* **Problem to solve**
Look through the listing below for lines containing "roads". State how many there are, and nothing else.

* **Data excerpts**

============

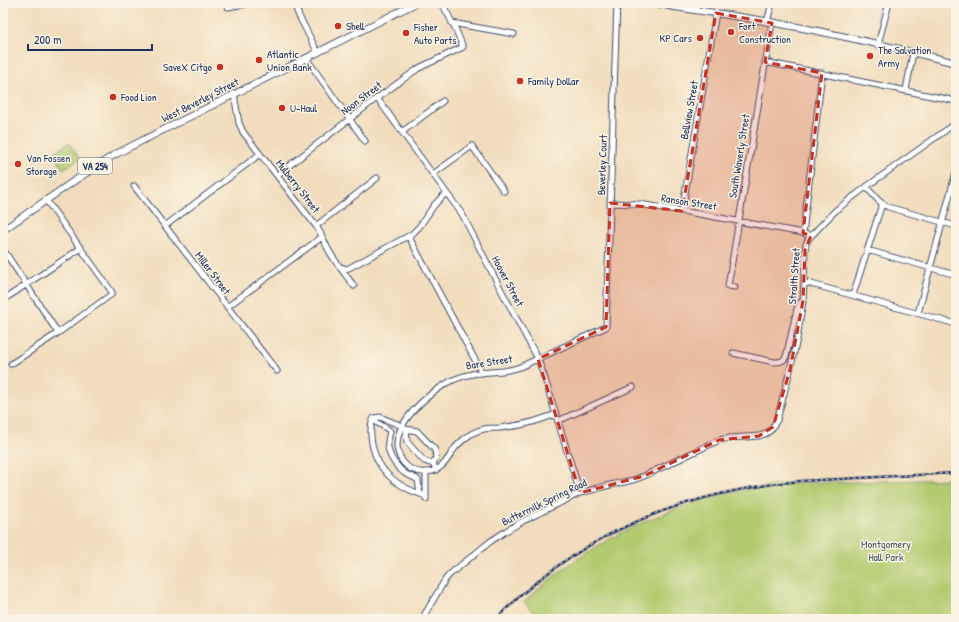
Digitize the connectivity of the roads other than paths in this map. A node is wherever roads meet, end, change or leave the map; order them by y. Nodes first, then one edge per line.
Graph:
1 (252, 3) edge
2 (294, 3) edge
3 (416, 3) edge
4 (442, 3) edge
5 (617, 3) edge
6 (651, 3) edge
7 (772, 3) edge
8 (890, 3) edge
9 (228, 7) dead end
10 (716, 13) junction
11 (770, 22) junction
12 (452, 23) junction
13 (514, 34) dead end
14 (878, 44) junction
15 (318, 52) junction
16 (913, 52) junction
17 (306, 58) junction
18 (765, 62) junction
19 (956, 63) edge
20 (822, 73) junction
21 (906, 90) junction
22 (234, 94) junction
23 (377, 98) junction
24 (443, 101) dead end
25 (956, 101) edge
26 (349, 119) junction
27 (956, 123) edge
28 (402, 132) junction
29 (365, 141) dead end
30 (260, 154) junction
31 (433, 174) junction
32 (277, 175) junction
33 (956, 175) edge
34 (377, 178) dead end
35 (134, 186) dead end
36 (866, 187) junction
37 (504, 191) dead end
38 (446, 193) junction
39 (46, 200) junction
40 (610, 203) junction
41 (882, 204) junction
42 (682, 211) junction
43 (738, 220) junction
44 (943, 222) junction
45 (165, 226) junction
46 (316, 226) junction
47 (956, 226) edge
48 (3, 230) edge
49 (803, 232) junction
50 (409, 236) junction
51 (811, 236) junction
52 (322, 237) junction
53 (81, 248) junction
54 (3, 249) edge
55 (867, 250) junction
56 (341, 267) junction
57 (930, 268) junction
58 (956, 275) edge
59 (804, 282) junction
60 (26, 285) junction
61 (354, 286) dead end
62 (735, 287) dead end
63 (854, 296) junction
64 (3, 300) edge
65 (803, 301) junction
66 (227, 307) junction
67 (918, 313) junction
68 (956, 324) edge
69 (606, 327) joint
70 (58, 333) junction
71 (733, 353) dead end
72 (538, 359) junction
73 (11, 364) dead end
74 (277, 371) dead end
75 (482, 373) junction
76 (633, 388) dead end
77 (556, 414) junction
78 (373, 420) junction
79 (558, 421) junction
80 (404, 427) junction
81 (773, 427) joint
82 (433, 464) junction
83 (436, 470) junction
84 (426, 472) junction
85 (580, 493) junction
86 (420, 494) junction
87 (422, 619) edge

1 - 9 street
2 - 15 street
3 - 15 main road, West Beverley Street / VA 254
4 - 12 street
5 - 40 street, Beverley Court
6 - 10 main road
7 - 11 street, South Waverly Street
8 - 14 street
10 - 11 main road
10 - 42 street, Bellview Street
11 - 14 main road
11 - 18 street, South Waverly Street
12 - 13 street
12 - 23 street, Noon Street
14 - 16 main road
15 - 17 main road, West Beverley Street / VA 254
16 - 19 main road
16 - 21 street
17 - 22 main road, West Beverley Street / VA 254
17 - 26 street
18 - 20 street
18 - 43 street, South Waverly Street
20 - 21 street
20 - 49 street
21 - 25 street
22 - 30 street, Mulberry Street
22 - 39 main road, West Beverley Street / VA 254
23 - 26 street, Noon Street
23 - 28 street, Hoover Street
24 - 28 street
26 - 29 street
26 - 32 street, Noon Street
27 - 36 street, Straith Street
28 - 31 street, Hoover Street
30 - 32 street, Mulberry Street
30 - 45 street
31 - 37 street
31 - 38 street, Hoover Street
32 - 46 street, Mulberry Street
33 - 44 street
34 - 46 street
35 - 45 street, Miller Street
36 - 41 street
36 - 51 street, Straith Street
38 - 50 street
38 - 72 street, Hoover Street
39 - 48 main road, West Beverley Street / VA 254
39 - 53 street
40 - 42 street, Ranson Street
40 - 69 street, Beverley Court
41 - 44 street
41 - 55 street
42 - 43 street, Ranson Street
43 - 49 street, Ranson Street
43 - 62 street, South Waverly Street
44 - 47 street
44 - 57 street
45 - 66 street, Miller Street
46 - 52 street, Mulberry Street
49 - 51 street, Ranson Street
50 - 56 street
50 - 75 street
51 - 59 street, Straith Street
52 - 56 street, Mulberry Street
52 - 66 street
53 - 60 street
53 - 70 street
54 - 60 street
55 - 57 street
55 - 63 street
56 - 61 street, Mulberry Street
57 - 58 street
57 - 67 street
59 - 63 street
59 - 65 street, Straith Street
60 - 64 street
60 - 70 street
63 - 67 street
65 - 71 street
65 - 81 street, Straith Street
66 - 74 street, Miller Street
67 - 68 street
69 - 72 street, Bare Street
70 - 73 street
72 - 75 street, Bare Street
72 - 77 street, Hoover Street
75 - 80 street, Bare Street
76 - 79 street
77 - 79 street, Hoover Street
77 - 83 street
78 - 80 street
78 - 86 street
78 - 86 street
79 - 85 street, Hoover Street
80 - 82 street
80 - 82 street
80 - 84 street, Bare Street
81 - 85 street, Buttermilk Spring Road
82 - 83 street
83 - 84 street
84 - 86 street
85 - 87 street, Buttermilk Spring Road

============

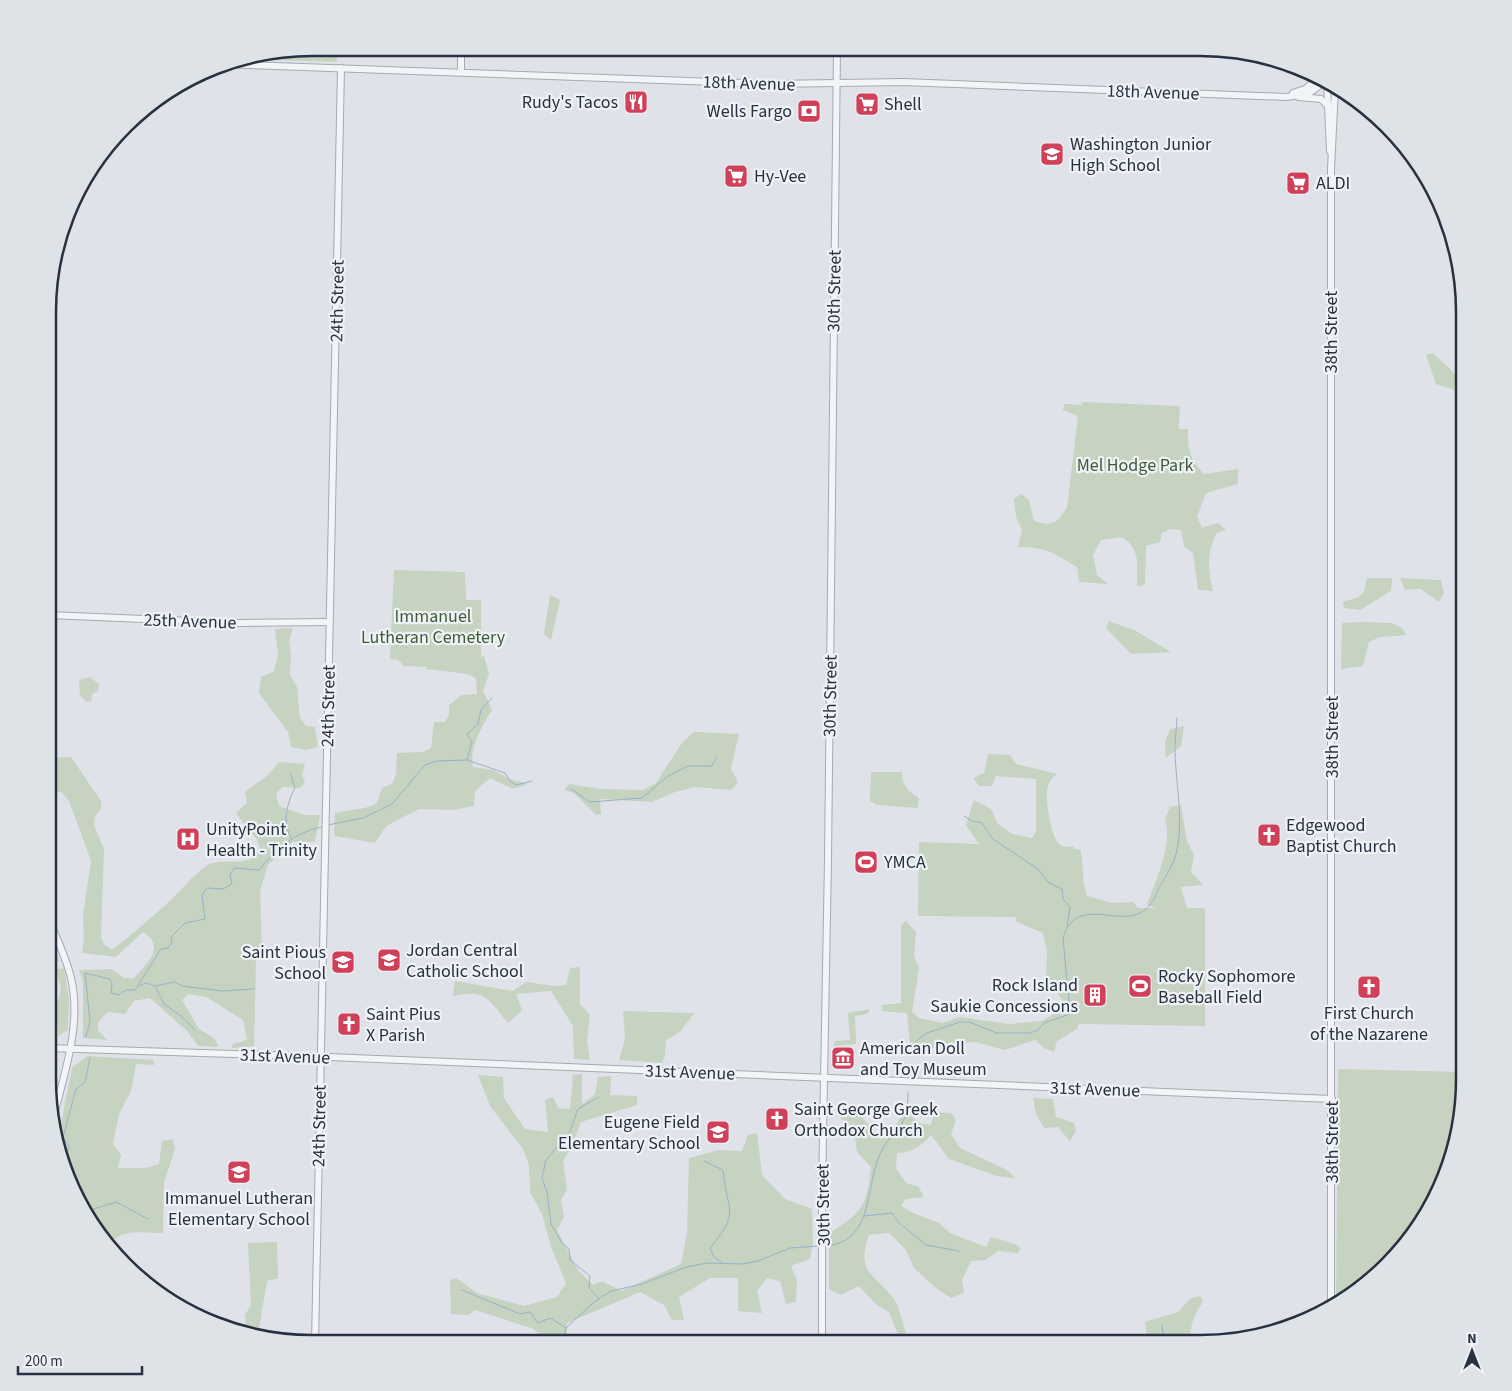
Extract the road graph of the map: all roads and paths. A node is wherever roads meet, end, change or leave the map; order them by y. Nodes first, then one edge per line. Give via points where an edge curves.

============

* **Response area**
2